Augenzeugenbericht / "Das hätte ich nie auch nur im Entferntesten für möglich gehalten"

Ich bin 40 Jahre alt und in dieser Zeit nie straffällig geworden oder sonst wie auffällig gewesen. Meine Akte vermerkt ein vierwöchiges Fahrverbot und einen Punkt in Flensburg. Ich arbeite seit Jahren als freier Journalist und Dolmetscher/Übersetzer. Ich habe keine Glatze, bin nicht tätowiert und stehe politisch links, falls das hier überhaupt von Bedeutung ist. Am Wochenende bestand meine Aufgabe darin, unsere Gäste aus Schweden und Schottland zu betreuen und für sie zu dolmetschen. Das vor allem war auch der Grund meines Aufenthaltes im Jeton. Gegen 1.30 Uhr dann der Einsatz, der aus meiner Sicht folgendermaßen ablief. Mit dem Ruf "Alles auf den Boden, Ihr Fotzen!" stürmten vermummte Einsatzkräfte die 2. Etage. Keiner wusste, was los war, blankes Entsetzen. Wer die Lage nicht erkannte und sich nicht gleich hinschmiss, wurde sofort mit dem Knüppel bearbeitet. Es wurden keinerlei Unterschiede gemacht zwischen Männern und Frauen, schmächtigen Jugendlichen und kräftiger gebauten älteren Semestern, kurz- und langhaarigen, tätowierten oder "unbefleckten" Bürgern.
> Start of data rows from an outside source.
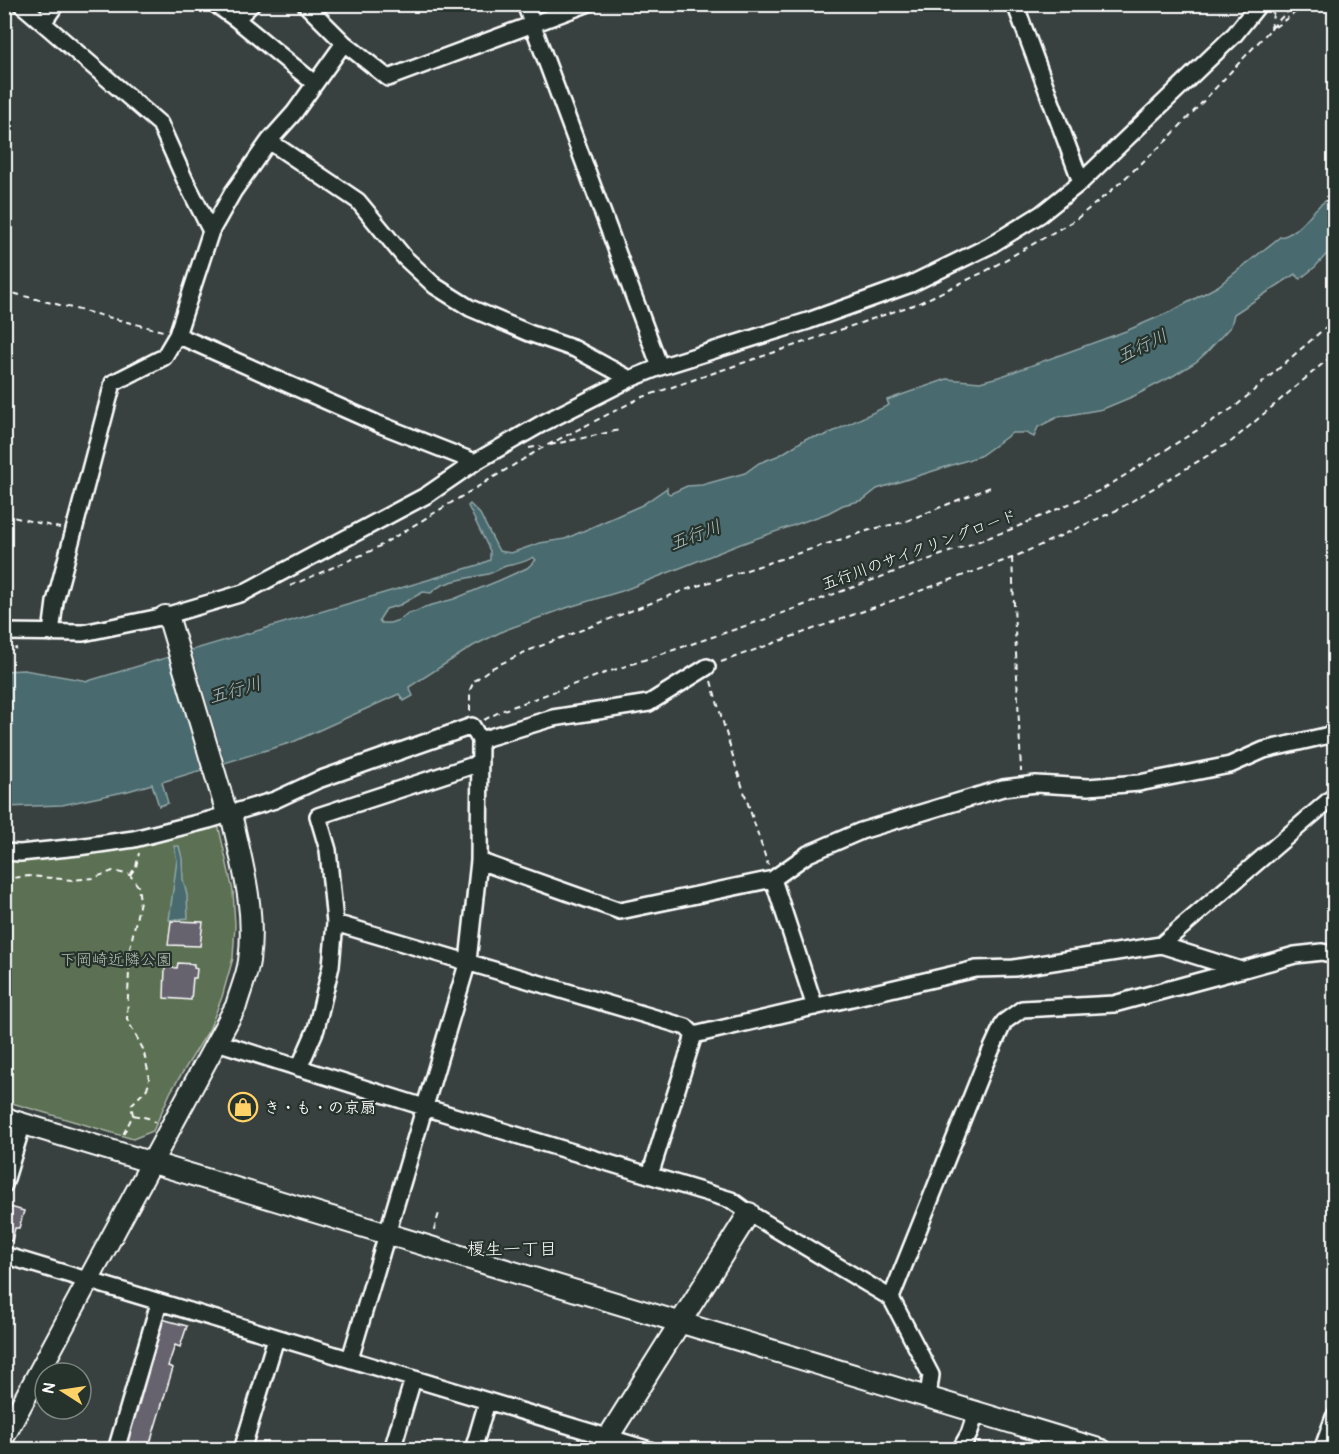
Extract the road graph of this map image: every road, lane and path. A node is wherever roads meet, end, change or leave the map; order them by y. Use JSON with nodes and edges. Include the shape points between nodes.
{"nodes":[{"id":1,"x":21,"y":4,"type":"edge"},
{"id":2,"x":56,"y":4,"type":"edge"},
{"id":3,"x":216,"y":4,"type":"edge"},
{"id":4,"x":252,"y":4,"type":"edge"},
{"id":5,"x":305,"y":4,"type":"edge"},
{"id":6,"x":525,"y":4,"type":"edge"},
{"id":7,"x":587,"y":4,"type":"edge"},
{"id":8,"x":1015,"y":4,"type":"edge"},
{"id":9,"x":1258,"y":4,"type":"edge"},
{"id":10,"x":1280,"y":4,"type":"edge"},
{"id":11,"x":1296,"y":4,"type":"edge"},
{"id":12,"x":1307,"y":4,"type":"edge"},
{"id":13,"x":236,"y":19,"type":"junction"},
{"id":14,"x":44,"y":23,"type":"junction"},
{"id":15,"x":532,"y":25,"type":"junction"},
{"id":16,"x":1271,"y":30,"type":"junction"},
{"id":17,"x":344,"y":43,"type":"junction"},
{"id":18,"x":314,"y":83,"type":"junction"},
{"id":19,"x":269,"y":141,"type":"junction"},
{"id":20,"x":1081,"y":182,"type":"junction"},
{"id":21,"x":211,"y":231,"type":"junction"},
{"id":22,"x":4,"y":291,"type":"edge"},
{"id":23,"x":1335,"y":320,"type":"edge"},
{"id":24,"x":177,"y":335,"type":"junction"},
{"id":25,"x":1335,"y":354,"type":"edge"},
{"id":26,"x":660,"y":367,"type":"junction"},
{"id":27,"x":630,"y":379,"type":"junction"},
{"id":28,"x":620,"y":430,"type":"dead end"},
{"id":29,"x":525,"y":449,"type":"dead end"},
{"id":30,"x":475,"y":462,"type":"junction"},
{"id":31,"x":993,"y":486,"type":"dead end"},
{"id":32,"x":4,"y":515,"type":"edge"},
{"id":33,"x":74,"y":531,"type":"junction"},
{"id":34,"x":1012,"y":558,"type":"junction"},
{"id":35,"x":167,"y":619,"type":"junction"},
{"id":36,"x":4,"y":632,"type":"edge"},
{"id":37,"x":51,"y":633,"type":"junction"},
{"id":38,"x":707,"y":667,"type":"junction"},
{"id":39,"x":476,"y":733,"type":"junction"},
{"id":40,"x":1335,"y":734,"type":"edge"},
{"id":41,"x":480,"y":763,"type":"junction"},
{"id":42,"x":1022,"y":786,"type":"junction"},
{"id":43,"x":1335,"y":796,"type":"edge"},
{"id":44,"x":228,"y":811,"type":"junction"},
{"id":45,"x":138,"y":838,"type":"junction"},
{"id":46,"x":4,"y":852,"type":"edge"},
{"id":47,"x":479,"y":861,"type":"junction"},
{"id":48,"x":130,"y":874,"type":"junction"},
{"id":49,"x":4,"y":879,"type":"edge"},
{"id":50,"x":773,"y":879,"type":"junction"},
{"id":51,"x":334,"y":923,"type":"junction"},
{"id":52,"x":1161,"y":945,"type":"junction"},
{"id":53,"x":1335,"y":955,"type":"edge"},
{"id":54,"x":468,"y":961,"type":"junction"},
{"id":55,"x":1241,"y":970,"type":"junction"},
{"id":56,"x":814,"y":1007,"type":"junction"},
{"id":57,"x":694,"y":1035,"type":"junction"},
{"id":58,"x":217,"y":1042,"type":"junction"},
{"id":59,"x":299,"y":1068,"type":"junction"},
{"id":60,"x":424,"y":1107,"type":"junction"},
{"id":61,"x":133,"y":1114,"type":"junction"},
{"id":62,"x":14,"y":1121,"type":"edge"},
{"id":63,"x":159,"y":1124,"type":"dead end"},
{"id":64,"x":121,"y":1140,"type":"dead end"},
{"id":65,"x":154,"y":1161,"type":"junction"},
{"id":66,"x":650,"y":1175,"type":"junction"},
{"id":67,"x":4,"y":1185,"type":"edge"},
{"id":68,"x":440,"y":1213,"type":"dead end"},
{"id":69,"x":749,"y":1213,"type":"junction"},
{"id":70,"x":386,"y":1234,"type":"junction"},
{"id":71,"x":433,"y":1235,"type":"dead end"},
{"id":72,"x":4,"y":1255,"type":"edge"},
{"id":73,"x":88,"y":1280,"type":"junction"},
{"id":74,"x":891,"y":1298,"type":"junction"},
{"id":75,"x":159,"y":1303,"type":"junction"},
{"id":76,"x":680,"y":1322,"type":"junction"},
{"id":77,"x":276,"y":1338,"type":"junction"},
{"id":78,"x":350,"y":1359,"type":"junction"},
{"id":79,"x":413,"y":1379,"type":"junction"},
{"id":80,"x":928,"y":1396,"type":"junction"},
{"id":81,"x":487,"y":1402,"type":"junction"},
{"id":82,"x":977,"y":1410,"type":"junction"},
{"id":83,"x":1335,"y":1417,"type":"edge"},
{"id":84,"x":4,"y":1437,"type":"edge"},
{"id":85,"x":604,"y":1443,"type":"edge"},
{"id":86,"x":116,"y":1449,"type":"edge"},
{"id":87,"x":242,"y":1449,"type":"edge"},
{"id":88,"x":392,"y":1449,"type":"edge"},
{"id":89,"x":473,"y":1449,"type":"edge"},
{"id":90,"x":650,"y":1449,"type":"edge"},
{"id":91,"x":960,"y":1449,"type":"edge"},
{"id":92,"x":1102,"y":1449,"type":"edge"},
{"id":93,"x":1322,"y":1449,"type":"edge"}],
"edges":[{"from":1,"to":14,"type":"street"},
{"from":2,"to":14,"type":"street"},
{"from":3,"to":13,"type":"street"},
{"from":4,"to":13,"type":"street"},
{"from":5,"to":17,"type":"street"},
{"from":6,"to":15,"type":"street"},
{"from":7,"to":15,"type":"street"},
{"from":8,"to":20,"type":"street"},
{"from":9,"to":20,"type":"street","via":[[1235,34]]},
{"from":10,"to":16,"type":"path","via":[[1273,14]]},
{"from":11,"to":16,"type":"path"},
{"from":12,"to":16,"type":"path"},
{"from":13,"to":18,"type":"street"},
{"from":14,"to":21,"type":"street","via":[[160,124]]},
{"from":15,"to":17,"type":"street","via":[[388,78]]},
{"from":15,"to":26,"type":"street"},
{"from":17,"to":18,"type":"street"},
{"from":18,"to":19,"type":"street"},
{"from":19,"to":21,"type":"street"},
{"from":19,"to":27,"type":"street","via":[[358,201],[405,258],[435,286],[470,308],[575,349]]},
{"from":20,"to":26,"type":"street","via":[[1041,214],[989,246],[911,284]]},
{"from":21,"to":24,"type":"street"},
{"from":22,"to":24,"type":"path"},
{"from":23,"to":39,"type":"path","name":"五行川のサイクリングロード","via":[[1236,406],[1103,489],[1012,529],[501,711]]},
{"from":24,"to":30,"type":"street"},
{"from":24,"to":33,"type":"street","via":[[164,357],[113,383]]},
{"from":25,"to":34,"type":"path","via":[[1232,441],[1117,510]]},
{"from":26,"to":27,"type":"street"},
{"from":27,"to":30,"type":"street"},
{"from":28,"to":29,"type":"path"},
{"from":30,"to":35,"type":"street","via":[[427,495],[243,593]]},
{"from":31,"to":39,"type":"path","via":[[904,522],[873,528],[682,591],[525,652],[474,681],[469,703]]},
{"from":32,"to":33,"type":"path"},
{"from":33,"to":37,"type":"street"},
{"from":34,"to":38,"type":"path"},
{"from":34,"to":42,"type":"path"},
{"from":35,"to":37,"type":"street","via":[[83,633]]},
{"from":35,"to":44,"type":"street"},
{"from":36,"to":37,"type":"street"},
{"from":38,"to":39,"type":"street","via":[[649,703]]},
{"from":38,"to":50,"type":"path"},
{"from":39,"to":41,"type":"street"},
{"from":39,"to":44,"type":"street","via":[[318,780],[275,800]]},
{"from":40,"to":42,"type":"street","via":[[1264,750],[1230,765],[1139,783]]},
{"from":41,"to":47,"type":"street"},
{"from":41,"to":51,"type":"street","via":[[318,816],[328,850]]},
{"from":42,"to":50,"type":"street","via":[[1003,788],[861,831],[808,854]]},
{"from":43,"to":52,"type":"street"},
{"from":44,"to":45,"type":"street"},
{"from":44,"to":58,"type":"street","via":[[249,897],[251,939],[249,964],[236,1006]]},
{"from":45,"to":46,"type":"street"},
{"from":45,"to":48,"type":"path","via":[[136,867]]},
{"from":47,"to":50,"type":"street","via":[[620,911]]},
{"from":47,"to":54,"type":"street"},
{"from":48,"to":49,"type":"path","via":[[113,871],[73,880],[29,876]]},
{"from":48,"to":61,"type":"path","via":[[138,886],[140,901],[130,948],[127,1019],[149,1075],[146,1090],[131,1106]]},
{"from":50,"to":56,"type":"street"},
{"from":51,"to":54,"type":"street"},
{"from":51,"to":59,"type":"street","via":[[331,966],[316,1029]]},
{"from":52,"to":55,"type":"street"},
{"from":52,"to":56,"type":"street","via":[[1014,968],[975,969]]},
{"from":53,"to":55,"type":"street","via":[[1295,955]]},
{"from":54,"to":57,"type":"street","via":[[686,1027]]},
{"from":54,"to":60,"type":"street"},
{"from":55,"to":74,"type":"street","via":[[1114,1004],[1022,1008],[1004,1022]]},
{"from":56,"to":57,"type":"street"},
{"from":57,"to":66,"type":"street"},
{"from":58,"to":59,"type":"street"},
{"from":58,"to":65,"type":"street"},
{"from":59,"to":60,"type":"street"},
{"from":60,"to":66,"type":"street"},
{"from":60,"to":70,"type":"street"},
{"from":61,"to":63,"type":"path"},
{"from":61,"to":64,"type":"path"},
{"from":62,"to":65,"type":"street"},
{"from":62,"to":67,"type":"street"},
{"from":65,"to":70,"type":"street"},
{"from":65,"to":73,"type":"street"},
{"from":66,"to":69,"type":"street","via":[[731,1200]]},
{"from":68,"to":71,"type":"path"},
{"from":69,"to":74,"type":"street"},
{"from":69,"to":76,"type":"street"},
{"from":70,"to":76,"type":"street"},
{"from":70,"to":78,"type":"street"},
{"from":72,"to":73,"type":"street"},
{"from":73,"to":75,"type":"street"},
{"from":73,"to":84,"type":"street"},
{"from":74,"to":80,"type":"street","via":[[931,1375]]},
{"from":75,"to":77,"type":"street"},
{"from":75,"to":86,"type":"street"},
{"from":76,"to":80,"type":"street"},
{"from":76,"to":85,"type":"street"},
{"from":77,"to":78,"type":"street"},
{"from":77,"to":87,"type":"street"},
{"from":78,"to":79,"type":"street"},
{"from":79,"to":81,"type":"street"},
{"from":79,"to":88,"type":"street"},
{"from":80,"to":82,"type":"street"},
{"from":81,"to":85,"type":"street"},
{"from":81,"to":89,"type":"street"},
{"from":82,"to":91,"type":"street"},
{"from":82,"to":92,"type":"street"},
{"from":83,"to":93,"type":"street"},
{"from":85,"to":90,"type":"street"}]}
Es war egal, alles lag auf dem Boden, der teilweise übersät war mit Scherben, in den Lachen der verschütteten Getränke. Es gab auch nicht den geringsten Versuch des Widerstandes, nach maximal 30 Sekunden lag alles, und die Ersten bekamen auch schon Kabelbinder verpasst. Auf Anfragen, was das alles zu bedeuten hätte, bekam man entweder keine Auskunft oder Antworten wie: "Fresse halten, sonst kriegste richtig.", "werdet ihr schon früh genug erfahren", "stell dich doch nicht dümmer, als du bist". Anfragen zu Dienstnummern oder Verantwortlichen wurden, unter höhnischem Grinsen, mit "110" oder "Polizeipräsident Berlin" beantwortet. Leuten, die auf dem Bauch lagen, die Hände auf dem Rücken gefesselt, wurden als Antwort auf ihre Fragen mit dem Gesicht auf den Boden geschlagen. Nach zirka einer Stunde durften dann einige Leute, darunter auch ich, aufstehen, man konnte sich umsetzen. Ignoriert wurde mein Hinweis, dass ich Journalist sei und und mich auch als solcher ausweisen könne.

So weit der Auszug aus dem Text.